Listening to Drumming

By which I mean not how you should listen, but how you could.

I hope that soon it will not be a novelty to play music that is mostly for percussion instruments. We’re getting to a point where we evaluate content.

The first gesture of Drumming seems blatant, but it is the first ambiguity.

Phasing is a machine-age method, but its results are ancient: canon.

All of Drumming is melodic and harmonic.

After the first phase has occurred, there are now millions of motivic possibilities. Reich allows it to loop so you have time to hear some of them.

The drummers, singers, whistler, and piccolo player suggest a few musical phrases that exist within that texture. You may also hear some that they do not play.

Any division of 12 can be heard as the correct pulse.

Any part of the rhythm is a valid downbeat. Once phases have occurred, any part of any player’s rhythm is also a valid downbeat.

There are no downbeats.

Large-scale organization is by timbre and register, not by inherited forms.

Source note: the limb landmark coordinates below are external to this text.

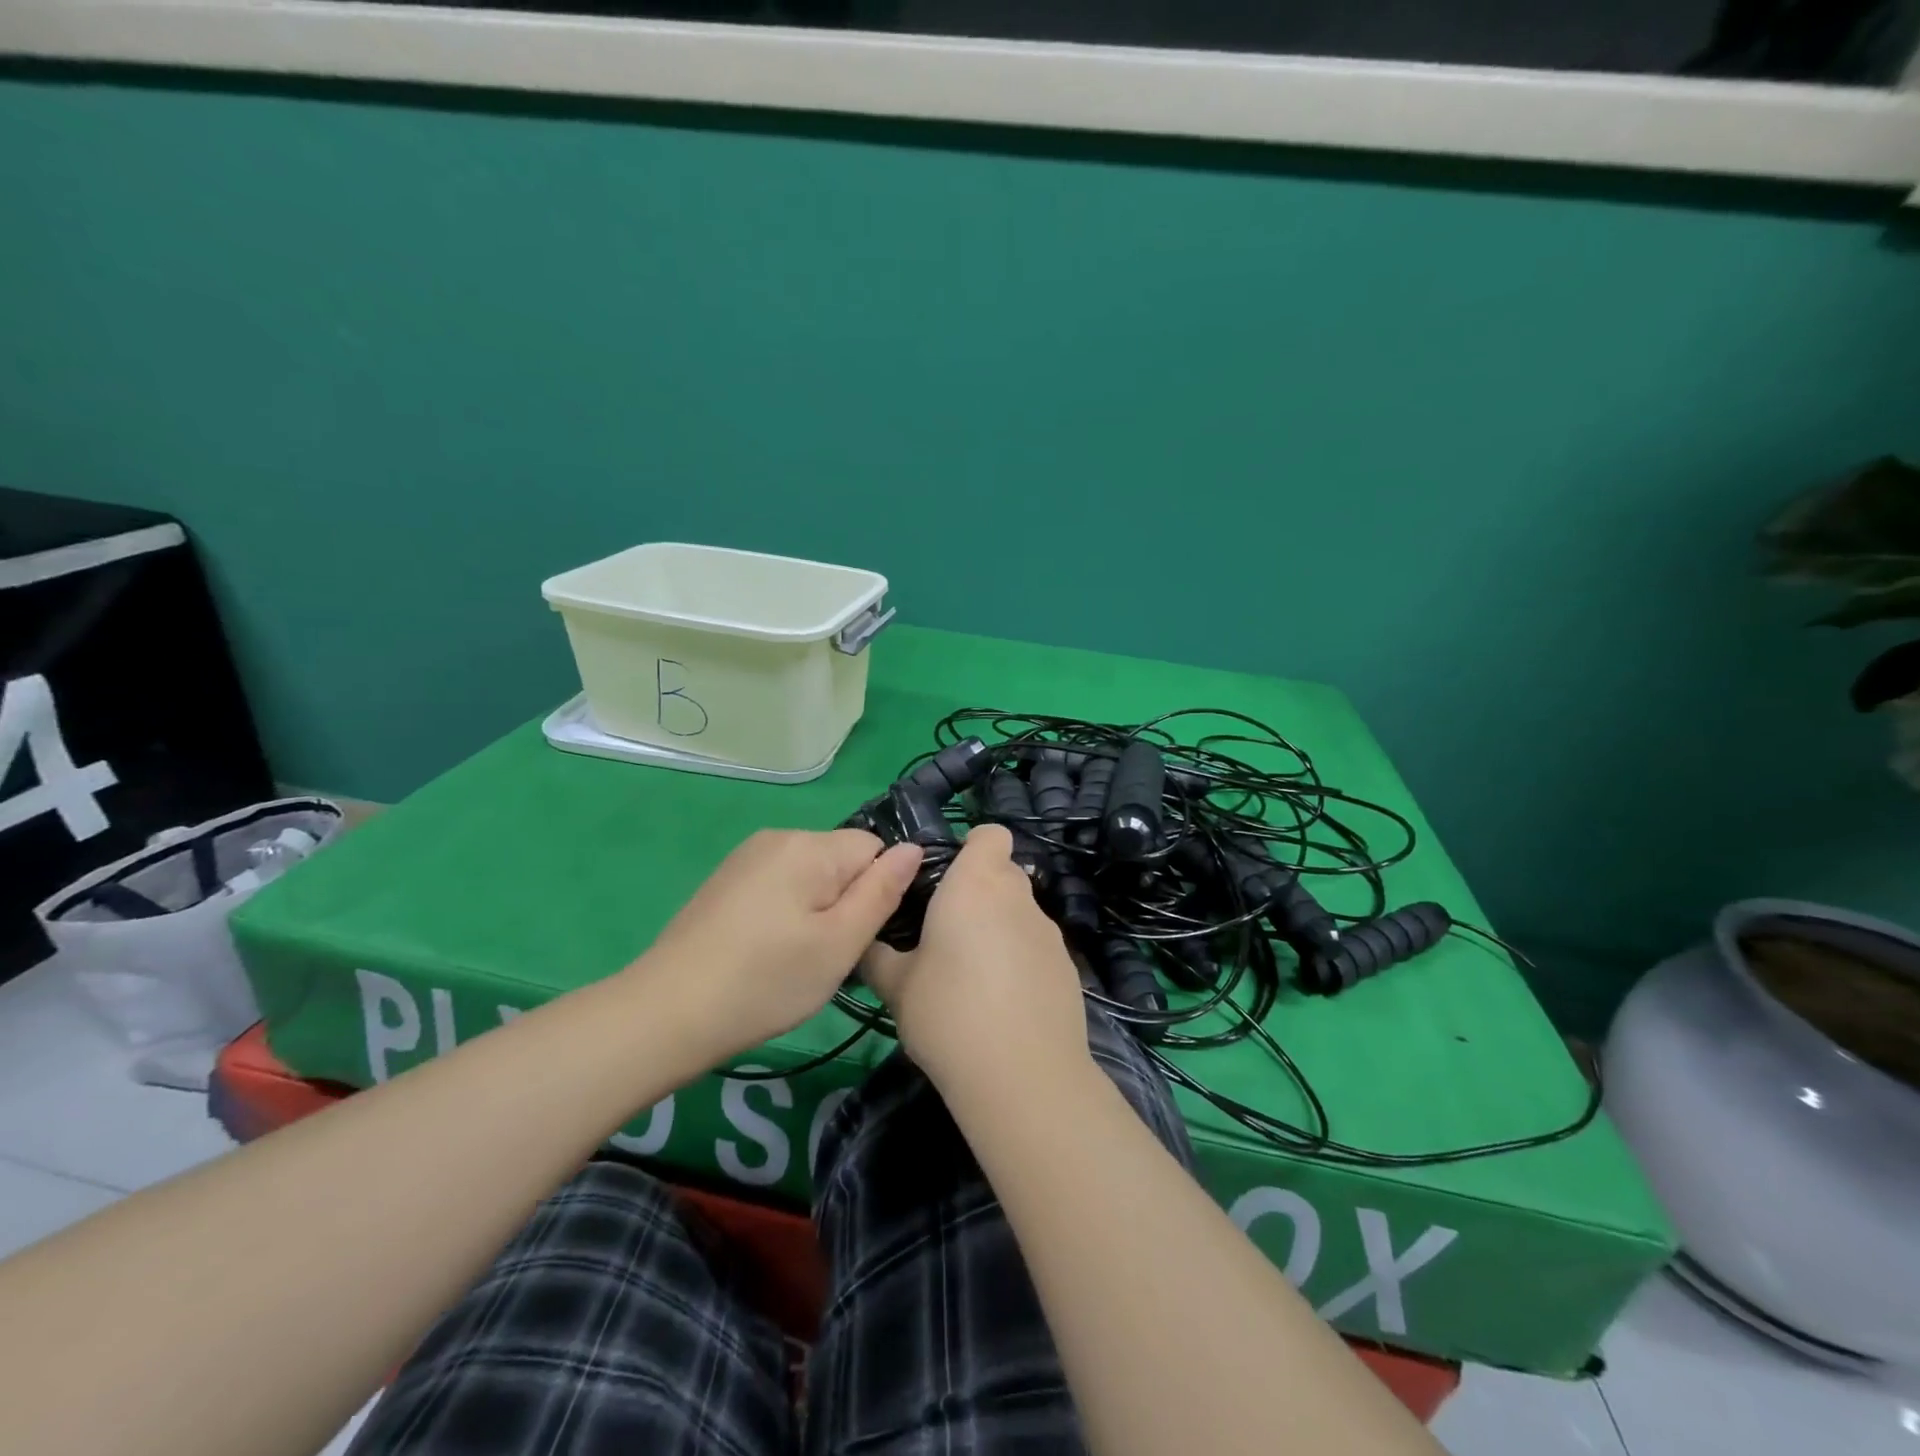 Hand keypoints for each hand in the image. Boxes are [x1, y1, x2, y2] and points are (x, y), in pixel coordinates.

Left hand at [634, 829, 922, 1063]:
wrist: (666, 1014)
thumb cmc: (766, 981)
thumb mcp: (839, 944)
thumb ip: (881, 892)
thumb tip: (913, 849)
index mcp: (810, 846)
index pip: (875, 848)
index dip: (879, 891)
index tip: (862, 937)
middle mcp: (778, 837)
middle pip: (842, 860)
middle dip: (848, 902)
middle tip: (831, 956)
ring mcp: (747, 858)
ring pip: (812, 876)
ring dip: (819, 910)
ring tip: (798, 960)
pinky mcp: (727, 881)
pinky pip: (781, 885)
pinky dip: (788, 913)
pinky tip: (769, 952)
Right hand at [862, 824, 1089, 1096]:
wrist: (1022, 1076)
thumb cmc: (947, 1013)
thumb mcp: (897, 986)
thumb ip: (879, 955)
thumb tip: (866, 943)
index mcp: (975, 884)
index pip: (990, 834)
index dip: (972, 847)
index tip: (947, 878)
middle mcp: (1017, 897)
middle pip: (1004, 872)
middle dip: (979, 891)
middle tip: (947, 931)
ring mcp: (1049, 932)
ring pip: (1021, 912)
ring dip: (999, 928)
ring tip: (973, 976)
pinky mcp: (1068, 967)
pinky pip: (1037, 948)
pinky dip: (1021, 961)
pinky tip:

In Drumming, the human voice should emulate the percussion instruments as closely as possible.

2 responses to “Listening to Drumming”

  1. I will now listen to Drumming. I feel like the cadence of your writing is beginning to emulate Cage. Just sayin'…enjoyable. See you soon!

  2. Nathan,Totally! I was reading “For the Birds” yesterday. It was also kind of a self-conscious homage to Reich's own writings from the 60's and 70's.